- [Task]: Return, exactly and in full, the lines of the records below starting at the one with "Digitize the connectivity" and ending at the one with "Turn the roads", and no other lines.

- [Materials provided]:
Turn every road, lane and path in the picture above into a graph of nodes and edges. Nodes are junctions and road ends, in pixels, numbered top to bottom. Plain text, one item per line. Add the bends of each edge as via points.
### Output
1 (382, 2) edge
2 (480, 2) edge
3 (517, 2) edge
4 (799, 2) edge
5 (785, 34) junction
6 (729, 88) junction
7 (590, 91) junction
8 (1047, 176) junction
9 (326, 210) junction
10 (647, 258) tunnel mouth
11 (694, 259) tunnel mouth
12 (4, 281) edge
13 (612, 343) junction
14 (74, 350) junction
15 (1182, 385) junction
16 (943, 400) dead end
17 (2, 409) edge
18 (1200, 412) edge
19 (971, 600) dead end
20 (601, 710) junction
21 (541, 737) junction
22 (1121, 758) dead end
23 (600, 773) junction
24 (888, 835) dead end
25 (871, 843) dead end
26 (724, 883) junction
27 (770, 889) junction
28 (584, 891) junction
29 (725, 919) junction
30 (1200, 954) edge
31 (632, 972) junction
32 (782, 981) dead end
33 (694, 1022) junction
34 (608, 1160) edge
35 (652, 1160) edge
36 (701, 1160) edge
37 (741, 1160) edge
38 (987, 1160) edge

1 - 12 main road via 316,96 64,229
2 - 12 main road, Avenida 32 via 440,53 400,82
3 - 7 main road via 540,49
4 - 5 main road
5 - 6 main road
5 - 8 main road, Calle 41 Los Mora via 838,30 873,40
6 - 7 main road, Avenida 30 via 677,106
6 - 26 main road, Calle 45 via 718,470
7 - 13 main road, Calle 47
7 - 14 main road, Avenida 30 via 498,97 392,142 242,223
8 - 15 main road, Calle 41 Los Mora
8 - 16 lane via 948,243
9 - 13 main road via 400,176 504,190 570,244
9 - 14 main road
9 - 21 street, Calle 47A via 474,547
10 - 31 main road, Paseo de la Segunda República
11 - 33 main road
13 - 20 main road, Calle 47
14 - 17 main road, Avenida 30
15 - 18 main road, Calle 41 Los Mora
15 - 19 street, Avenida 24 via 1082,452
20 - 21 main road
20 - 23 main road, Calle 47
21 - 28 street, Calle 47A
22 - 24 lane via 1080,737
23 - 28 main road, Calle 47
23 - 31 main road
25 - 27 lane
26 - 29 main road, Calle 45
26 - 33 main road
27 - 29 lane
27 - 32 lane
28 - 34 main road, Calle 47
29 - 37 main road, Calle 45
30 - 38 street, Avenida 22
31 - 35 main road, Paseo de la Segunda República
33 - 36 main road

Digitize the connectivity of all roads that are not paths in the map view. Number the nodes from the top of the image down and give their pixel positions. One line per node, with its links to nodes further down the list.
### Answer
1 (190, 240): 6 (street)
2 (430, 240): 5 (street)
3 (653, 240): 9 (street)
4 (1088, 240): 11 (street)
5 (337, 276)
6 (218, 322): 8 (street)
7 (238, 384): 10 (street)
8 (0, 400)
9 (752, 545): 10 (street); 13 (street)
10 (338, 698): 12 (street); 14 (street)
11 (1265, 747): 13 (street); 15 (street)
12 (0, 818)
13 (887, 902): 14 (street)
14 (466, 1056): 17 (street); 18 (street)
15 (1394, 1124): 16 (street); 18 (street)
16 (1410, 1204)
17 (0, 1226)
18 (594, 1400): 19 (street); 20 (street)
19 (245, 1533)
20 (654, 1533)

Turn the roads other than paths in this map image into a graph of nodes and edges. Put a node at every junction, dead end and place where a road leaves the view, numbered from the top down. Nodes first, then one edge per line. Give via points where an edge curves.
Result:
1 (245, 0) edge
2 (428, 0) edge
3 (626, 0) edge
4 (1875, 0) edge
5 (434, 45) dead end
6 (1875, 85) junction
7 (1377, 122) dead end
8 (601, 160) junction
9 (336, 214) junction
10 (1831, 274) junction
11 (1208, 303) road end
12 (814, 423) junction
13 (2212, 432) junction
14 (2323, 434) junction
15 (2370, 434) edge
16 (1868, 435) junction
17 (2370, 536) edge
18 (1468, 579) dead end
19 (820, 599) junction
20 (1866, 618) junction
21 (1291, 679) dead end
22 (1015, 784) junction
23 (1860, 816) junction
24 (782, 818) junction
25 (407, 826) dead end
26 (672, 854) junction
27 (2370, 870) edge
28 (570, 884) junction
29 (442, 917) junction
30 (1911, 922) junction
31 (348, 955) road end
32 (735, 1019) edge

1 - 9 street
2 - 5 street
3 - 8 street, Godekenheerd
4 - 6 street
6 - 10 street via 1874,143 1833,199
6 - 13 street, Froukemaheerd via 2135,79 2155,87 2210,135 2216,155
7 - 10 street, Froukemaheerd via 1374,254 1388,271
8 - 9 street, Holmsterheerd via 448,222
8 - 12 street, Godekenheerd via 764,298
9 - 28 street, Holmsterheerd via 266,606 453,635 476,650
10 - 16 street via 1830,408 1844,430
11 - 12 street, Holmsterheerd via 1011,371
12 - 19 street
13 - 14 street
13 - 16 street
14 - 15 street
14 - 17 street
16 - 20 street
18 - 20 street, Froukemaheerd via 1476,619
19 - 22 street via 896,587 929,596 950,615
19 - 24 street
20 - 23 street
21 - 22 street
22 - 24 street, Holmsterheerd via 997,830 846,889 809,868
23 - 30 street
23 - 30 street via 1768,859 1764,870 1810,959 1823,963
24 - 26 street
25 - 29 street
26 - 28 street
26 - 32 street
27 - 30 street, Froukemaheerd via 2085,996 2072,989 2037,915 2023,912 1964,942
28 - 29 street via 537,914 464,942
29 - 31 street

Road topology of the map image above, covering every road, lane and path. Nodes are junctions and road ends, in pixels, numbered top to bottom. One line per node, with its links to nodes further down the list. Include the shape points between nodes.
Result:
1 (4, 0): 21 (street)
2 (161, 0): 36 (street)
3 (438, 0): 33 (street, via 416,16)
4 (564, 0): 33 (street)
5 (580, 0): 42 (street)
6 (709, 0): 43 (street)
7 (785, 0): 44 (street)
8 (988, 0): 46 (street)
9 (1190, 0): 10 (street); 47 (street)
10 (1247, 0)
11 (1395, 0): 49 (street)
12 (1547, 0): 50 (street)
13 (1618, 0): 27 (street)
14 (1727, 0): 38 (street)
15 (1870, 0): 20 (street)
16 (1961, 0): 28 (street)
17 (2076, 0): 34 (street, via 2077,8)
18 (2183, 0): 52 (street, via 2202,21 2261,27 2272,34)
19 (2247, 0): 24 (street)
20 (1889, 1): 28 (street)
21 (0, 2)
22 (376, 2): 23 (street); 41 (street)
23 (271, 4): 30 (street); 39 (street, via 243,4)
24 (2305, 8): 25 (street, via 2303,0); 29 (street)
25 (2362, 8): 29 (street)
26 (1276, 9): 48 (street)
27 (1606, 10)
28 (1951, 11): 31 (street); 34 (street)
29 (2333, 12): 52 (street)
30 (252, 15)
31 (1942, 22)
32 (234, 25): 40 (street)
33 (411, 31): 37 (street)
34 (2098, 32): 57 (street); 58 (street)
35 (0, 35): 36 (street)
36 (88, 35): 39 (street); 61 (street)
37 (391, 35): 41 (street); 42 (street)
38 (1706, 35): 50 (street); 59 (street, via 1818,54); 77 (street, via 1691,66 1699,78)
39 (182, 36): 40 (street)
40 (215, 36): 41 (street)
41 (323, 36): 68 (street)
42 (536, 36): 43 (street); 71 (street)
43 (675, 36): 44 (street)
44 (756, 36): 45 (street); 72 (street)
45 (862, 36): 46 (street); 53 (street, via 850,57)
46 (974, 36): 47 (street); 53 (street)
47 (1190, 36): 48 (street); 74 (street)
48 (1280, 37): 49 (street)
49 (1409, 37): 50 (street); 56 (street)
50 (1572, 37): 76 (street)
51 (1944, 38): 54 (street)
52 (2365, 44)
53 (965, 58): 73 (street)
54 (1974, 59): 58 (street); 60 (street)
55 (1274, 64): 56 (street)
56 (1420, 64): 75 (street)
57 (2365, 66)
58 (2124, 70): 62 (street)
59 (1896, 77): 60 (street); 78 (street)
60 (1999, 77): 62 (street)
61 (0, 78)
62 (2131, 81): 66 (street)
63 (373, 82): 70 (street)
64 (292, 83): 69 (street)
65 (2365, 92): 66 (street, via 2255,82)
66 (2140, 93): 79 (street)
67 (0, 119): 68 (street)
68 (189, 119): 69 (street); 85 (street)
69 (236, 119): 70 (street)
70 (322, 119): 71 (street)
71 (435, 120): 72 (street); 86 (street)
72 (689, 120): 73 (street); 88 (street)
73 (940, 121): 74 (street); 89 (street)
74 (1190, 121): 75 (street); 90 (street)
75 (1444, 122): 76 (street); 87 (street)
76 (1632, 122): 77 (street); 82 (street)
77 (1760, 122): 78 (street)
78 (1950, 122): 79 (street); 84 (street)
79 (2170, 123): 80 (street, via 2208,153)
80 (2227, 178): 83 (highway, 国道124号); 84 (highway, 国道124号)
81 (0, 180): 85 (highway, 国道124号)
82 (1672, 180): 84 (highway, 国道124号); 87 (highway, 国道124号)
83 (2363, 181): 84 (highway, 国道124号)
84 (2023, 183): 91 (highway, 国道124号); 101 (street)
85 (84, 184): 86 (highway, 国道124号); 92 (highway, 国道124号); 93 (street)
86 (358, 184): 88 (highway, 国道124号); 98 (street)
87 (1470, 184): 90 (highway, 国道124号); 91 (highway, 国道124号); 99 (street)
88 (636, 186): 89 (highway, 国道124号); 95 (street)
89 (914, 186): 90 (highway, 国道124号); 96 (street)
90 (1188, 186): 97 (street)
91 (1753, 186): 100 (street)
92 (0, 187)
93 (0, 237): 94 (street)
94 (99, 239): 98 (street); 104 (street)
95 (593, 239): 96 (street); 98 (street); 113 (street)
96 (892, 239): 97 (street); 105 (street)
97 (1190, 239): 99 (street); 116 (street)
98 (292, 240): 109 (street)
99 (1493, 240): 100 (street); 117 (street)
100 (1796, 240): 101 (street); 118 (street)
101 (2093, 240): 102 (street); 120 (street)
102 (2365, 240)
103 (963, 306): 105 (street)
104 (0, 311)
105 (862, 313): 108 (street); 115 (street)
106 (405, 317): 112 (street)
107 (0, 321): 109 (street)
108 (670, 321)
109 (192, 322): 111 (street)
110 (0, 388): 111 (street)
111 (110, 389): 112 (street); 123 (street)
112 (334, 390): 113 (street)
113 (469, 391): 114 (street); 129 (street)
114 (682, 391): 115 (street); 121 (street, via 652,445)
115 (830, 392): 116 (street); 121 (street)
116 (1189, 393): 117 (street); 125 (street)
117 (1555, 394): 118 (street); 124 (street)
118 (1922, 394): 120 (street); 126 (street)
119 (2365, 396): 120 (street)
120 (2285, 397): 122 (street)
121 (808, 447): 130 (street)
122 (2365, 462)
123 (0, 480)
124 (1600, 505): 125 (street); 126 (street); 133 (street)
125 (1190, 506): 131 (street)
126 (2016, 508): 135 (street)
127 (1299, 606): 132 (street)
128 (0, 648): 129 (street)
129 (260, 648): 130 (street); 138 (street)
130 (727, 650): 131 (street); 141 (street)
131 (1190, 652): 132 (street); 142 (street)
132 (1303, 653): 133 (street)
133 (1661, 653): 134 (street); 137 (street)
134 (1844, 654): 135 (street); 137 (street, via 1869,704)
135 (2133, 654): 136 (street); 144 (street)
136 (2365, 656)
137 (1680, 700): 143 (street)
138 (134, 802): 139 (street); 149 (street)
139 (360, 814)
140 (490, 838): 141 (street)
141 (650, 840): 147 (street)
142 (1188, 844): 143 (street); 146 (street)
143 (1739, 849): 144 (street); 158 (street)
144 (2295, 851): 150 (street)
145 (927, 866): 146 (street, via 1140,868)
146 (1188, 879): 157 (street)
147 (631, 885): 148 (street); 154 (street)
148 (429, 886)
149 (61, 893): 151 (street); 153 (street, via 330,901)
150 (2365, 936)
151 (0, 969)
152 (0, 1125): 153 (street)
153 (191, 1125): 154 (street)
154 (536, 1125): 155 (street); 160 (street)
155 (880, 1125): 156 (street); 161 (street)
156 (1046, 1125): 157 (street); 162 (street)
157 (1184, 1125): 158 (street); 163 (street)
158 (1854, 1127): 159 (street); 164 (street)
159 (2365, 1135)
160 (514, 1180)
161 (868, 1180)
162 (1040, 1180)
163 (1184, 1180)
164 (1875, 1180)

- [Reply to the exercise]:
Digitize the connectivity of all roads that are not paths in the map view. Number the nodes from the top of the image down and give their pixel positions. One line per node, with its links to nodes further down the list.
### Answer
1 (190, 240): 6 (street)
2 (430, 240): 5 (street)
3 (653, 240): 9 (street)
4 (1088, 240): 11 (street)
5 (337, 276)
6 (218, 322): 8 (street)
7 (238, 384): 10 (street)
8 (0, 400)
9 (752, 545): 10 (street); 13 (street)
10 (338, 698): 12 (street); 14 (street)
11 (1265, 747): 13 (street); 15 (street)
12 (0, 818)
13 (887, 902): 14 (street)
14 (466, 1056): 17 (street); 18 (street)
15 (1394, 1124): 16 (street); 18 (street)
16 (1410, 1204)
17 (0, 1226)
18 (594, 1400): 19 (street); 20 (street)
19 (245, 1533)
20 (654, 1533)

Turn the roads other than paths in this map image into a graph of nodes and edges. Put a node at every junction, dead end and place where a road leaves the view, numbered from the top down. Nodes first, then one edge per line. Give via points where an edge curves.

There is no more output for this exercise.